Monday, June 2, 2008

floating world



Re-read this. This collection of premodern Japanese senryu remains accessible and highly readable a century after they were written. I find this concept of ukiyo ("floating world" is the best translators could muster and agree on) fascinating. It's a very Zen Buddhist philosophy that is closely linked to the perspective of "everything is nothing and nothing is everything". The Chinese call it 一切皆空. 既然是空,也就不必太介怀。

Tuesday, January 15, 2008

Human Humour in HK - Red Moon; Loose thread

I know they call it senryu but whatever.

fiftieth birthday
standing a little closer
to the toilet
Mykel Board

30th reunion –
raising our glasses
to see
Connie Donleycott

snowed in
the old hen
too tough to eat
David Gross

January 3rd
the Weight Watchers meeting
doubles in size
Carolyn Hall

Thursday, January 3, 2008

Iron Book



Pretty decent collection, although I wish they had left out the "oldies" and included more contemporary writers. I mean, R H Blyth has already been quoted to death.


Children panicking
Out of the tiger cage
A wasp
David Cobb


Damp morning
Cash for a journey
Warm from the machine

Dee Evetts

In a bookstore
Two flies settle
On a romance

Jackie Hardy


The heat of the sun
On the pool herding goldfish
Into our shadows
Michael Facherty

Wednesday, December 19, 2007

3 essential components of HK

  1. nature sketching
  2. objective description
  3. juxtaposition

Tuesday, December 18, 2007

Hafez



Didn't do it for me. Maybe I am not romantic enough for him. Or maybe it's really because of the translations. Really hate reading the translated versions of stuff, especially poetry, where the language plays a huge part in understanding what the poet is trying to convey. But then there is no solution to this, unless I can manage to master the language sufficiently to fully appreciate the poetry.

Friday, December 14, 2007

Dying the Japanese way

Dying has never been so melodramatic. Only the Japanese can die like that. Honestly, I find it hard to believe that the Zen monks can muster enough life to craft poetry and have it written down before keeling over. It's as if they could control life and death and hold the button until their pearls of wisdom are recorded before letting life pass out of them. Bizarre. Who did they think they were, that they could actually master Death?
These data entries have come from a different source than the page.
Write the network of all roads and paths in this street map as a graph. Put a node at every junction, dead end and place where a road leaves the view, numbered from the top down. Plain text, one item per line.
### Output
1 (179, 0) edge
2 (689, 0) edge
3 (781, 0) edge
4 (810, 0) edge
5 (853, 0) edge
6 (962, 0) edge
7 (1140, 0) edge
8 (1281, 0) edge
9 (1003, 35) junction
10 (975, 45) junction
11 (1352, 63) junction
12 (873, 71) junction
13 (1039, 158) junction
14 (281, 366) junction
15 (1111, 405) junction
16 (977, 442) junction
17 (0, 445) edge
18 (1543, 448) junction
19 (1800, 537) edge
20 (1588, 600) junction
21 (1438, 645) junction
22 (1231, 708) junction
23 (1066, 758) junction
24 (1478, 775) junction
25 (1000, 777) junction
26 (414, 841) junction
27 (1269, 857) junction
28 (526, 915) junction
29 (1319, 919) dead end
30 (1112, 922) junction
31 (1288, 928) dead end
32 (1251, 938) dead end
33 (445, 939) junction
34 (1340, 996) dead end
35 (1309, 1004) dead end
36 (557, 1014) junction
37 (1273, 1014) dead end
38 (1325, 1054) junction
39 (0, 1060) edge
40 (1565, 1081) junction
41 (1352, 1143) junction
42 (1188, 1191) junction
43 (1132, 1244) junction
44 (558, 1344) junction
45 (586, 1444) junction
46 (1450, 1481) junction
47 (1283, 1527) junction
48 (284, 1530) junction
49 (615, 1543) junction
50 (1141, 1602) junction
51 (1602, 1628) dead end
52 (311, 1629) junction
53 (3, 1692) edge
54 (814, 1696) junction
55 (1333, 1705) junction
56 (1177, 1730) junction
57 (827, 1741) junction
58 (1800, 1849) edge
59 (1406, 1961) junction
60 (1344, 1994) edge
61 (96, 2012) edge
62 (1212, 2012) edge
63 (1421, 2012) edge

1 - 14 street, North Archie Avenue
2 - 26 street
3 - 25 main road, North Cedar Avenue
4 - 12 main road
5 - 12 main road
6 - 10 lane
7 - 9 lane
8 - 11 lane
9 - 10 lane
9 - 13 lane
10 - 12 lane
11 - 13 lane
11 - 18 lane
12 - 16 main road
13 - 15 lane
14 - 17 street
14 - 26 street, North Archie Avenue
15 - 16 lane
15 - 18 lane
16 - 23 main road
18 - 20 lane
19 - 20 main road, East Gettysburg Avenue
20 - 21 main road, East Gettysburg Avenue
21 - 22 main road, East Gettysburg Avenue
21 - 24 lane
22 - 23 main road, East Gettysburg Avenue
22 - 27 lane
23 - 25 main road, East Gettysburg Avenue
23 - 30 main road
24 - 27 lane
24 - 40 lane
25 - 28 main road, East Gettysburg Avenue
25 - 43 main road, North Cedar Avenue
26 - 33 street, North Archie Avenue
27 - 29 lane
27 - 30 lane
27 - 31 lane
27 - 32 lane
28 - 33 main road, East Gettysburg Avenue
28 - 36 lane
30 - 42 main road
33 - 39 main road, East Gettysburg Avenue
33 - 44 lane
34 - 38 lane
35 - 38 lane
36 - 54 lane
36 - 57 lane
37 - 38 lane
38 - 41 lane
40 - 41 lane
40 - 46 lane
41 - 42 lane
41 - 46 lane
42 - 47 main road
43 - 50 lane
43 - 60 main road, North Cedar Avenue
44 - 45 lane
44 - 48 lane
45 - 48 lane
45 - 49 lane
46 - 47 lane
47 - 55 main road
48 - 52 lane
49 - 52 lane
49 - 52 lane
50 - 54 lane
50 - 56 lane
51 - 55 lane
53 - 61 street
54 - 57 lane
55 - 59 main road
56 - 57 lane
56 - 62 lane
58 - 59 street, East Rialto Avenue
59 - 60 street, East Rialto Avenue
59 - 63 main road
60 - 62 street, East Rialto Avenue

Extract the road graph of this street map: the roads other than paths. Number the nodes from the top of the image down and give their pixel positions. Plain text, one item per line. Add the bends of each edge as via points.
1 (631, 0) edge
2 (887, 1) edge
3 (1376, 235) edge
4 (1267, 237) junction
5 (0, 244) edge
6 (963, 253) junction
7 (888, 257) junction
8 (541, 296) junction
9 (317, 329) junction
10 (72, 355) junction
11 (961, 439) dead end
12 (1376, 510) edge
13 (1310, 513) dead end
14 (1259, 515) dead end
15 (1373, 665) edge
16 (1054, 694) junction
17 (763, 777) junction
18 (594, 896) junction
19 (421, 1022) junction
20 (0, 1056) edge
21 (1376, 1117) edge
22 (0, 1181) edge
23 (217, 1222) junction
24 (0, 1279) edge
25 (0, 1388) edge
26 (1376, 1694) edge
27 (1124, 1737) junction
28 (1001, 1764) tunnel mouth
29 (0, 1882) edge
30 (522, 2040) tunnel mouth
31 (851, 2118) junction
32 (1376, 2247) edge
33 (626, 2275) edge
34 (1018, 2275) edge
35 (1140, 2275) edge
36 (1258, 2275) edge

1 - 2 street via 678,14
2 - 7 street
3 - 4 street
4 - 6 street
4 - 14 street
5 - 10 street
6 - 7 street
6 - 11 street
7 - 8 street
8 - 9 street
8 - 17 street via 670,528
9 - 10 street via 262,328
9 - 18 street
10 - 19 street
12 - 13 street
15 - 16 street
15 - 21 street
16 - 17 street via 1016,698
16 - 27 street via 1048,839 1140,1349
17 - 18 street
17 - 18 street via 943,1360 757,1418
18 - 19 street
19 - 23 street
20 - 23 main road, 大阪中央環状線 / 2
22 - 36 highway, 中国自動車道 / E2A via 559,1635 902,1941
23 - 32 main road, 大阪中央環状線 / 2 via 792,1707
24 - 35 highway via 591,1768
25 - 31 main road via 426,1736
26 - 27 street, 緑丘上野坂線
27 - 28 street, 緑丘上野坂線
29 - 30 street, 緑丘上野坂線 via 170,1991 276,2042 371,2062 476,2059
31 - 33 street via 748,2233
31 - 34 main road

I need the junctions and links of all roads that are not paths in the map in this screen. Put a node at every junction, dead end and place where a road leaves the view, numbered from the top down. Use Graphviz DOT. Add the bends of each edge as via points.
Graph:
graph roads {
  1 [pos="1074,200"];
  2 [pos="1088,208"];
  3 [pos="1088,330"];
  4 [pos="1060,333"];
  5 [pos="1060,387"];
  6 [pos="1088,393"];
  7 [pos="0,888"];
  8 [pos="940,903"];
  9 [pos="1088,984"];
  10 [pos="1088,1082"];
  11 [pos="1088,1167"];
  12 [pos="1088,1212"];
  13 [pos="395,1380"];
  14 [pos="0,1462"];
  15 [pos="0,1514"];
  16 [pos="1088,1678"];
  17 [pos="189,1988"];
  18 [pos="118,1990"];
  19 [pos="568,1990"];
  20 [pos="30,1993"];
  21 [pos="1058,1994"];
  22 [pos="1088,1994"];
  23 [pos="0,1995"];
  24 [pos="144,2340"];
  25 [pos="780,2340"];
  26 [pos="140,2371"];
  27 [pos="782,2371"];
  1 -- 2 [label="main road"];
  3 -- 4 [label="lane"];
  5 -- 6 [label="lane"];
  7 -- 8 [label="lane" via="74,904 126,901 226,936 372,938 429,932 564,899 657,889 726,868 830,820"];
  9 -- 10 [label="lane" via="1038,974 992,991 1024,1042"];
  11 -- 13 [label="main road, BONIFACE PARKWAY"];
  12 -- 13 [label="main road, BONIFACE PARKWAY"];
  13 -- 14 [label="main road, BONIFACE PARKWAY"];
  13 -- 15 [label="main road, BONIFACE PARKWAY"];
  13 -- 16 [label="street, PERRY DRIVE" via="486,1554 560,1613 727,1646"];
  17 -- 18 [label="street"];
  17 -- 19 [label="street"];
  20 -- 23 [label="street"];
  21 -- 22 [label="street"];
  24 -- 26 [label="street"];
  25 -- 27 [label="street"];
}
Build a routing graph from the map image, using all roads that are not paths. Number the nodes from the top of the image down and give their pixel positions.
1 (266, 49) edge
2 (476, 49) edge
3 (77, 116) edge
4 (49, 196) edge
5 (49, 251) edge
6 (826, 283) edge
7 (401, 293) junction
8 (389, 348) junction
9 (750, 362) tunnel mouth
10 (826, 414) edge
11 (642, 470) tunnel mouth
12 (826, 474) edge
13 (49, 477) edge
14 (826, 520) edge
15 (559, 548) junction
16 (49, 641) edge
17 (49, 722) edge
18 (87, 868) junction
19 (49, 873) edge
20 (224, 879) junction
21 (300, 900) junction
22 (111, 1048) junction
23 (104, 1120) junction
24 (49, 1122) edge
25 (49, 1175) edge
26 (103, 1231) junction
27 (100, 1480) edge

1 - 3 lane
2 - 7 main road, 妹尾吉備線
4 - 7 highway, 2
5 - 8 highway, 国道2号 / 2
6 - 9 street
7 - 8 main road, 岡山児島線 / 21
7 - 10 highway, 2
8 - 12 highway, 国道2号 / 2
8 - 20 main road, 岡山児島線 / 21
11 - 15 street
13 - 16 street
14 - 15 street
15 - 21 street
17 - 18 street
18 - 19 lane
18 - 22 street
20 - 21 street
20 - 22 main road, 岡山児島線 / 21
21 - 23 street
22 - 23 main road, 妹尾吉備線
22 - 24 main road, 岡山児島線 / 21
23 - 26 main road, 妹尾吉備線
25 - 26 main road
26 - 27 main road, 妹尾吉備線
Even more strange is the way they characterise death as "quitting the world", like they, as human beings, can choose to quit or not. I guess in the suicidal sense, one can do so but these monks certainly didn't seem like they committed harakiri or seppuku or something like that. A lot of them, according to this book, just dropped dead right after they uttered their poetic pieces.